Quinine is an effective muscle relaxant, long used by the Quechua Indians of Peru to halt shivering due to low temperatures. The Peruvians would mix the ground bark of cinchona trees with sweetened water to offset the bark's bitter taste, thus producing tonic water.

Quinine has been used in un-extracted form by Europeans since at least the early 1600s. Quinine was first used to treat malaria in Rome in 1631. During the 1600s, malaria was endemic to the swamps and marshes surrounding the city of Rome. Malaria was responsible for the death of several popes, many cardinals and countless common Roman citizens. Most of the priests trained in Rome had seen malaria victims and were familiar with the shivering brought on by the cold phase of the disease. The Jesuit brother Agostino Salumbrino (1561-1642), an apothecary by training who lived in Lima, observed the Quechua using the bark of the cinchona tree for that purpose. While its effect in treating malaria (and hence malaria-induced shivering) was unrelated to its effect in controlling shivering from cold, it was still a successful medicine for malaria. At the first opportunity, he sent a small quantity to Rome to test in treating malaria. In the years that followed, cinchona bark was known as Jesuit's bark and became one of the most valuable commodities shipped from Peru to Europe.

The form of quinine most effective in treating malaria was found by Charles Marie de La Condamine in 1737. Quinine was isolated and named in 1817 by French researchers Pierre Joseph Pelletier and Joseph Bienaimé Caventou. The name was derived from the original Quechua (Inca) word for the cinchona tree bark, "quina" or "quina-quina", which roughly means "bark of bark" or "holy bark". Prior to 1820, the bark was first dried, ground to a fine powder and then mixed into a liquid (commonly wine) which was then drunk. Large scale use of quinine as a prophylaxis started around 1850.

Quinine also played a significant role in the colonization of Africa by Europeans. The harbinger of modern pharmacology, quinine was the prime reason Africa ceased to be known as the white man's grave. A historian has stated that "it was quinine's efficacy that gave colonists fresh opportunities to swarm into the Gold Coast, Nigeria and other parts of west Africa".

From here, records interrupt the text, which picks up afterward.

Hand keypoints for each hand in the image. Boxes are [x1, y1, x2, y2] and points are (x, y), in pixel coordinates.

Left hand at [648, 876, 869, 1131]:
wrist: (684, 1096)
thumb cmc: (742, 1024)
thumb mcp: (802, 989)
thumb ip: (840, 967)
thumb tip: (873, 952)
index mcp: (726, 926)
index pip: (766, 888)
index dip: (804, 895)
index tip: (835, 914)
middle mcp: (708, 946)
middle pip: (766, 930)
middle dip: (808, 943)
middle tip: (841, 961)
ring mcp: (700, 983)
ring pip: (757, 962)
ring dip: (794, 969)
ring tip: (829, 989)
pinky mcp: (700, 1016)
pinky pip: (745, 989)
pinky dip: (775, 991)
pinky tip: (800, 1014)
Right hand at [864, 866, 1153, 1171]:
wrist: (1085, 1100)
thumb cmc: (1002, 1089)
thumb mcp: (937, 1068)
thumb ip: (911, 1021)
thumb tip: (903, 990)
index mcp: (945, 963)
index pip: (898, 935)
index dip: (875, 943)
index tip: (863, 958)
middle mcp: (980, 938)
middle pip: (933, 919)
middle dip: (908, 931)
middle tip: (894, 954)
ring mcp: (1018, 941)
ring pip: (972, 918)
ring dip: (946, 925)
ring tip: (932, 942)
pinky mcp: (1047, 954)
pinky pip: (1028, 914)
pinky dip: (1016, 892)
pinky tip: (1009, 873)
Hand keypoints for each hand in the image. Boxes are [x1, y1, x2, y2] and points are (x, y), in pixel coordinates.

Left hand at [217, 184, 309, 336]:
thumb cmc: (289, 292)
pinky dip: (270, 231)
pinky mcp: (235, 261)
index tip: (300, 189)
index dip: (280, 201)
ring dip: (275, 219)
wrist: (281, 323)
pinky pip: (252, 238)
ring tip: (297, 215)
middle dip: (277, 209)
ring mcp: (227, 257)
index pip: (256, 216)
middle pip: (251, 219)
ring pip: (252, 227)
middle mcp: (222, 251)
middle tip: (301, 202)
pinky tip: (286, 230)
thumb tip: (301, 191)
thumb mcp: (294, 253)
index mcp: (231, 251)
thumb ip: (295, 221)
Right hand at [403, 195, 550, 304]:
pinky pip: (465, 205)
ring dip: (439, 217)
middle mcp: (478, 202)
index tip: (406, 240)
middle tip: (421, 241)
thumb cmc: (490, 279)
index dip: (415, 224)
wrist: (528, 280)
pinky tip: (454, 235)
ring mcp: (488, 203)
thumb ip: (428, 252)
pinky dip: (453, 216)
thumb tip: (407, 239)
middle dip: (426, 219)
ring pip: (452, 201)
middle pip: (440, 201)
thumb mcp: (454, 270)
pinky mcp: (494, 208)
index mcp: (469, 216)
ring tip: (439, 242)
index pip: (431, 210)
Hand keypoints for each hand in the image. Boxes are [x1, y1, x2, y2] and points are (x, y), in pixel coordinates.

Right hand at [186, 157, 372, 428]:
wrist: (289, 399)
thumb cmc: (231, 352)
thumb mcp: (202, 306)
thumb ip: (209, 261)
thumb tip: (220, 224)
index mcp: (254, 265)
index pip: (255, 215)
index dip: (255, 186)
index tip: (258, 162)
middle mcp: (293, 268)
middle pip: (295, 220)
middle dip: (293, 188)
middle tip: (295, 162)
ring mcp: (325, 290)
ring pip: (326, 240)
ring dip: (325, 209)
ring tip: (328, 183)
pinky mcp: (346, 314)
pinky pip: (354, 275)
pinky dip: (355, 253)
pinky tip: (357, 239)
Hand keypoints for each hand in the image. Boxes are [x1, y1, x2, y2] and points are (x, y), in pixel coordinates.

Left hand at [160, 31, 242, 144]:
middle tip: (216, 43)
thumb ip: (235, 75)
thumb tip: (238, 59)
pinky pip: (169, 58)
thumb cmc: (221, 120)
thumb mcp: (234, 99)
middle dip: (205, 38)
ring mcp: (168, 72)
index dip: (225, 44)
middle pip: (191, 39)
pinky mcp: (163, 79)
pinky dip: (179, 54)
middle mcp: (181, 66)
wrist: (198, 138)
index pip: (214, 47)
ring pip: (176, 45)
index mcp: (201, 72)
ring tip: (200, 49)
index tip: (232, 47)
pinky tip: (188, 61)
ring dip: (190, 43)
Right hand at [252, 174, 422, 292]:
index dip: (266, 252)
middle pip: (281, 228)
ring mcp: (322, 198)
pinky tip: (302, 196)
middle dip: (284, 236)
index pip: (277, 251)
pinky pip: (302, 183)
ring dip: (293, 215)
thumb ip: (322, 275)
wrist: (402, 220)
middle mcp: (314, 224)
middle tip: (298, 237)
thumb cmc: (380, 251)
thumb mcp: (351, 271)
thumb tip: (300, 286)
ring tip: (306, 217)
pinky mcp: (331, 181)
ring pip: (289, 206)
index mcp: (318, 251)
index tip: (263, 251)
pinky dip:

To maintain their monopoly on cinchona bark, Peru and surrounding countries began outlawing the export of cinchona seeds and saplings beginning in the early 19th century. The Dutch government persisted in their attempts to smuggle the seeds, and by the 1930s Dutch plantations in Java were producing 22 million pounds of cinchona bark, or 97% of the world's quinine production.[1] During World War II, Allied powers were cut off from their supply of quinine when the Germans conquered Holland and the Japanese controlled the Philippines and Indonesia. The United States, however, had managed to obtain four million cinchona seeds from the Philippines and begin operation of cinchona plantations in Costa Rica. It came too late, and an estimated 60,000 US troops in Africa and the South Pacific died due to the lack of quinine.